Chippewa Falls Township is a township in Pope County, Minnesota, United States. The population was 218 at the 2020 census. It includes the unincorporated community of Terrace, Minnesota.

== History ==
Chippewa Falls Township was named for the falls on the Chippewa River. The township was surveyed in 1856 and organized in 1862.

==Geography==
According to the United States Census Bureau, the township has a total area of 35.3 sqmi, of which 34.2 sqmi is land and 1.1 sqmi (3.17%) is water.

==Demographics==
As of the census of 2000, there were 231 people, 97 households and 67 families residing in the township. The population density was 6.7 PD/sqmi. There were 127 housing units at an average density of 3.7 /sqmi. The racial makeup of the township was 99.57% White and 0.43% African American.

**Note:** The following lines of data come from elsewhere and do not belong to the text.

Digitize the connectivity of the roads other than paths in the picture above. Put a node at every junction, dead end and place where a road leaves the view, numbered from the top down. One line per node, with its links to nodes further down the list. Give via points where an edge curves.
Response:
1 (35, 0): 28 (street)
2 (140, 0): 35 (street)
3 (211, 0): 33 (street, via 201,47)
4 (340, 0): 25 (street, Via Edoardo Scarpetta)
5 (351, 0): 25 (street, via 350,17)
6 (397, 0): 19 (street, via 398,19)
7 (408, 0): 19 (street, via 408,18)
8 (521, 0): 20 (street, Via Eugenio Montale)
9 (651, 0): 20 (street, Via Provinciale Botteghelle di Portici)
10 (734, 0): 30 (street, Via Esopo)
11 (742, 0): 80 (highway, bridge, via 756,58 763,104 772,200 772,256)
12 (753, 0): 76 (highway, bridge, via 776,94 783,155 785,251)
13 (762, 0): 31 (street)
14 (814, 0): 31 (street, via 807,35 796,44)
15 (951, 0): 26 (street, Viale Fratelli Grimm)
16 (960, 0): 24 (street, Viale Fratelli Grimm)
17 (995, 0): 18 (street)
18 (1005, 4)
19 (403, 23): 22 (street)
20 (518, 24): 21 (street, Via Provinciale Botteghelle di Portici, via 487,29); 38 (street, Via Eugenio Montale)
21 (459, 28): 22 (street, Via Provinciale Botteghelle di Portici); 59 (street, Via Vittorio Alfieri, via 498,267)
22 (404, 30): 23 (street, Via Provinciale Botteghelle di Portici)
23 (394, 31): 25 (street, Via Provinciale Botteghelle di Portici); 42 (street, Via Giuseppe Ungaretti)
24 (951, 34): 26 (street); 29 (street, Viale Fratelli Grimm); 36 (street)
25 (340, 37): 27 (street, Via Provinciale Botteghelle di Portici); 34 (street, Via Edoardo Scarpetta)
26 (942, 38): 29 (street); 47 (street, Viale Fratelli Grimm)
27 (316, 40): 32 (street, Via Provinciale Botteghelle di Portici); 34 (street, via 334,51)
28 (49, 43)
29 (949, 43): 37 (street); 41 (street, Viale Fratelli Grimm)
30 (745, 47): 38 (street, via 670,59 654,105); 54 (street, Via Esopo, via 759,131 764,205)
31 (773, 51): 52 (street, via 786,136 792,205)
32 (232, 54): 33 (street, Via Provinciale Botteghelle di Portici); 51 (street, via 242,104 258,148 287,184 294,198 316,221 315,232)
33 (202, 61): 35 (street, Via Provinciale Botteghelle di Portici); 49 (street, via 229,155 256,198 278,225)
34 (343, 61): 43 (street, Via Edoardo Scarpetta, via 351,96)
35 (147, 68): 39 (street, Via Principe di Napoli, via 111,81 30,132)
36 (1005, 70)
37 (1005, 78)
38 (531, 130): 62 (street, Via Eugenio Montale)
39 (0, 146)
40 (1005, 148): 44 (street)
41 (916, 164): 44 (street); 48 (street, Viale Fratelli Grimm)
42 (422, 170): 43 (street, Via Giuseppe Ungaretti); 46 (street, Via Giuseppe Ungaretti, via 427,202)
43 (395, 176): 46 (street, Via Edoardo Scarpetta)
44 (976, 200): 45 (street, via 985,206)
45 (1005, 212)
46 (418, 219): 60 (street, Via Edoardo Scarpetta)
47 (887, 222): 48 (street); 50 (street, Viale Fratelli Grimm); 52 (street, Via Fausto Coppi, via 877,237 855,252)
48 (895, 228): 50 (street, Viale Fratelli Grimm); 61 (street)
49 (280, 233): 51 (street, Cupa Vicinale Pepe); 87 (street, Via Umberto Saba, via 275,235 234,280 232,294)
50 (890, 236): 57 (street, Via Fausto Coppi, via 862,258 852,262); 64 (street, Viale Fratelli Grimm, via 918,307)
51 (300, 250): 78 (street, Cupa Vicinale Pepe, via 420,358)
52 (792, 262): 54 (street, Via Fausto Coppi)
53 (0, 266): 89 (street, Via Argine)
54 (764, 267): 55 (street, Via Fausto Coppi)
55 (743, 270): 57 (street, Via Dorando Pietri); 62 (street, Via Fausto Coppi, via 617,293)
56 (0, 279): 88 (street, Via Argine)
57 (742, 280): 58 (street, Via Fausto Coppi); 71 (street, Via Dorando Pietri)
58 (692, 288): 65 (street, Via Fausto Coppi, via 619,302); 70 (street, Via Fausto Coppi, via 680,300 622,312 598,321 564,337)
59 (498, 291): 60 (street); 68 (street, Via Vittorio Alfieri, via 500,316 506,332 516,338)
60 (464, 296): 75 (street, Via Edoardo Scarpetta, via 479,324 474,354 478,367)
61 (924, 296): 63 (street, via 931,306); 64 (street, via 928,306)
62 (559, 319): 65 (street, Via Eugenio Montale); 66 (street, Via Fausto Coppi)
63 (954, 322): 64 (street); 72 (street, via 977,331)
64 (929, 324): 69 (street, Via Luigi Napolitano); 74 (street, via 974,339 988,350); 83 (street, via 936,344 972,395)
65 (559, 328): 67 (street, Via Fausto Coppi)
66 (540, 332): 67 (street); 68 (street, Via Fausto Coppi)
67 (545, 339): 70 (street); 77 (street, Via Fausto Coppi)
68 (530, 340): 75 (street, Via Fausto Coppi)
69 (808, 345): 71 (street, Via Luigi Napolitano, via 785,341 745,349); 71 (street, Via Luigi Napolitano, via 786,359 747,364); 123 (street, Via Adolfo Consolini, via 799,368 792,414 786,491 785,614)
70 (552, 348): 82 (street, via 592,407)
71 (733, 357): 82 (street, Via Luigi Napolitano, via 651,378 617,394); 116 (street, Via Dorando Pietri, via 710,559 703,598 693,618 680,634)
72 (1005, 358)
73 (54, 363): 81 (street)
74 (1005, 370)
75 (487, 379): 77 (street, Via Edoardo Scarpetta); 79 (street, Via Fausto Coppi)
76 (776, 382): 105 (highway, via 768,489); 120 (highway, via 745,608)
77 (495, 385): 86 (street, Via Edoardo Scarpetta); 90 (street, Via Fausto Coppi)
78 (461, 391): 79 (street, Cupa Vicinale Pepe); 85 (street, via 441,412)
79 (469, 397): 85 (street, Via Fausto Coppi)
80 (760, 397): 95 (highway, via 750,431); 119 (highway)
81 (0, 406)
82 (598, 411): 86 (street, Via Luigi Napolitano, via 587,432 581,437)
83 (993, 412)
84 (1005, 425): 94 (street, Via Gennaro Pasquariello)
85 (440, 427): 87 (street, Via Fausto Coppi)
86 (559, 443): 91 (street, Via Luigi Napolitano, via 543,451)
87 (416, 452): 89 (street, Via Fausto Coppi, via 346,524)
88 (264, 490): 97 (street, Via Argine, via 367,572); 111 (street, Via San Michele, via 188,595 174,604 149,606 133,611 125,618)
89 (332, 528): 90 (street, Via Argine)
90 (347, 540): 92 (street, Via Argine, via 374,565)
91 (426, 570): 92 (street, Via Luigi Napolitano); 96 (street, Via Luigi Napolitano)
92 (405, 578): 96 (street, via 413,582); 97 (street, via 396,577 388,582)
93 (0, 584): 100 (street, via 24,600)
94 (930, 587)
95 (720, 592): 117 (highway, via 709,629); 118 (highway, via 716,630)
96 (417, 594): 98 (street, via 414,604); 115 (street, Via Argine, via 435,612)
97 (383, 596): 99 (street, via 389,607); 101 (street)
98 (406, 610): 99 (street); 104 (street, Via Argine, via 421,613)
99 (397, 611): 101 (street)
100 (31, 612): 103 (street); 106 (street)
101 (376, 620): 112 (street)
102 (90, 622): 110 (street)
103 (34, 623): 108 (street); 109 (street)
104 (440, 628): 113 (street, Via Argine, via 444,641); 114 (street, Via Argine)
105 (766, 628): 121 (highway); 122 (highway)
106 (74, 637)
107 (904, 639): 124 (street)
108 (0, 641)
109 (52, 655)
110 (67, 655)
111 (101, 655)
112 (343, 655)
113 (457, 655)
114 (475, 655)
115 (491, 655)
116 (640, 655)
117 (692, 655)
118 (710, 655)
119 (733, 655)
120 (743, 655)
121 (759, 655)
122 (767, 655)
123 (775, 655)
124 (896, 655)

There were 97 households, out of which 26.8% had children under the age of 18 living with them, 62.9% were married couples living together, 2.1% had a female householder with no husband present, and 29.9% were non-families. 24.7% of all households were made up of individuals, and 9.3% had someone living alone who was 65 years of age or older. The average household size was 2.38 and the average family size was 2.88.

In the township, the population was spread out, with 21.2% under the age of 18, 5.6% from 18 to 24, 26.4% from 25 to 44, 32.0% from 45 to 64, and 14.7% who were 65 years of age or older. The median age was 42 years. For every 100 females, there were 99.1 males. For every 100 females age 18 and over, there were 116.7 males.

The median income for a household in the township was $36,071, and the median income for a family was $37,679. Males had a median income of $26,875 versus $18,333 for females. The per capita income for the township was $19,653. About 2.6% of families and 3.5% of the population were below the poverty line, including 9.3% of those under the age of eighteen and none of those 65 or over.